Some months ago, I noticed his posting of a comment on a Facebook post that included a wonder about whether I was still around. My response was to send a friend request, and our friendship was reborn online. After leaving Baltimore, Brian’s gigs included running the Stoneham and Franklin Park zoos in Boston for a few years, then heading west with his wife Kathleen,  to Colorado. (They'd met at a horse show.)

They live on a 160-acre horse ranch in the high desert, low mountain landscape of Livermore – close enough to our westward route for a weekend visit.

He has a dozen horses here, and four dogs, and raises cattle. It’s a very western way of life, near the end of a drive along a sparsely populated 12-mile stretch of dirt and washboard-rutted road.

He also found a job more in keeping with his life’s passion – conservation. He’s a vice president of the Audubon Society, in charge of sagebrush programs in 13 states, including 11 of them focused on the sage grouse (aka, prairie chicken).

Instead of dealing with boards of directors and bureaucracy to run zoos, he’s working with state and federal officials to preserve sagebrush environments critical to survival of a bird species that once numbered around 20 million, and now estimated at  less than 500,000.

So we received a lesson on the sage grouse, and its critical – but to many, unappreciated – role in a fragile ecosystem.

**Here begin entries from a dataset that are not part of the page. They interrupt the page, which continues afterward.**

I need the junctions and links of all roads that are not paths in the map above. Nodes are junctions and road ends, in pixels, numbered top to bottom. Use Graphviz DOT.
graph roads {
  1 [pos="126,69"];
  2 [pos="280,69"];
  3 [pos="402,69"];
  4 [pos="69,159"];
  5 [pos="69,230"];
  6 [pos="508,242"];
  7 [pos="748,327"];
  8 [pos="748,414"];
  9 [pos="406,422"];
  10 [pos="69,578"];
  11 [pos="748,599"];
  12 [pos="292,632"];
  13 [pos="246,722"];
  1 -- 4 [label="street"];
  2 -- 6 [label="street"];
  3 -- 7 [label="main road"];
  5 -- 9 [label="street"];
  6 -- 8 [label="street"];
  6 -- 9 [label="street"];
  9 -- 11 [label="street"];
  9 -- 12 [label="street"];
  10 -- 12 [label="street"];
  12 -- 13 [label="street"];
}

An Audubon magazine cover posted on a stairway wall focuses on the issue, headlined “How the Sage Grouse Can Save the West.” And it is the subject of a TED talk he presented a few years ago in Jackson Hole, Wyoming.

Historically, the sage grouse fed native tribes in harsh times and settlers migrating westward in the 19th century. It’s deemed a stupid bird, one that a 9-year-old could walk up to and whack with stick to help feed the family. But in breeding season, it nests in sagebrush, concealed by its coloration from predators. In the western states’ food chain, its existence supports the wildlife that tourists travel to see.

 Brian’s task has been making allies in the states, including their governors, to protect millions of acres of sagebrush lands – much but not all owned by the federal government at a time when the current administration in Washington is shrinking national parks or allowing the plunder of public lands for oil and gas drilling and other commercial uses.

Kathleen, a stunning brunette who does not appear close to her age of 60, works days a week, handling the recordkeeping chores for a financial adviser in Fort Collins – but with Brian shares the many chores of ranch life tending the animals. And she has a fantastic collection of Western-style boots.

Beyond talking about environmental and conservation issues, and a little of our agreed-on politics, we enjoyed their company Saturday evening and Sunday. Bonnie photographed them working their horses, and teaching a two-year-old filly the directions and moves necessary for cattle cutting. Brian even managed for only the second time to get her saddled and briefly mount up in the ranch training ring.

We treated for dinner Sunday in an old cafe back down the 12 miles of dirt and rutted roads.
Bonnie and I, sandwiched at dinner by Kathleen and Brian Rutledge.
Brian drove us all in his Toyota 4-Runner, which handled the bumps a lot better than our Camry. It has about 100,000 miles on its odometer -- and he has another one with 300,000 miles, along with the inevitable pickup truck and the trailer needed for hauling horses and livestock. (Soon after we left Monday morning, they headed off on a three-hour drive to Wyoming to sell a horse and pick up eight heifers.)

Brian’s got a tidy gray beard, and a sparse head thatch covered by a stylish cowboy hat. In the saddle, he could pass for a western movie star. He’s pushing through his late 60s, but you’d hardly know it. He’s home on the range, and living his dreams.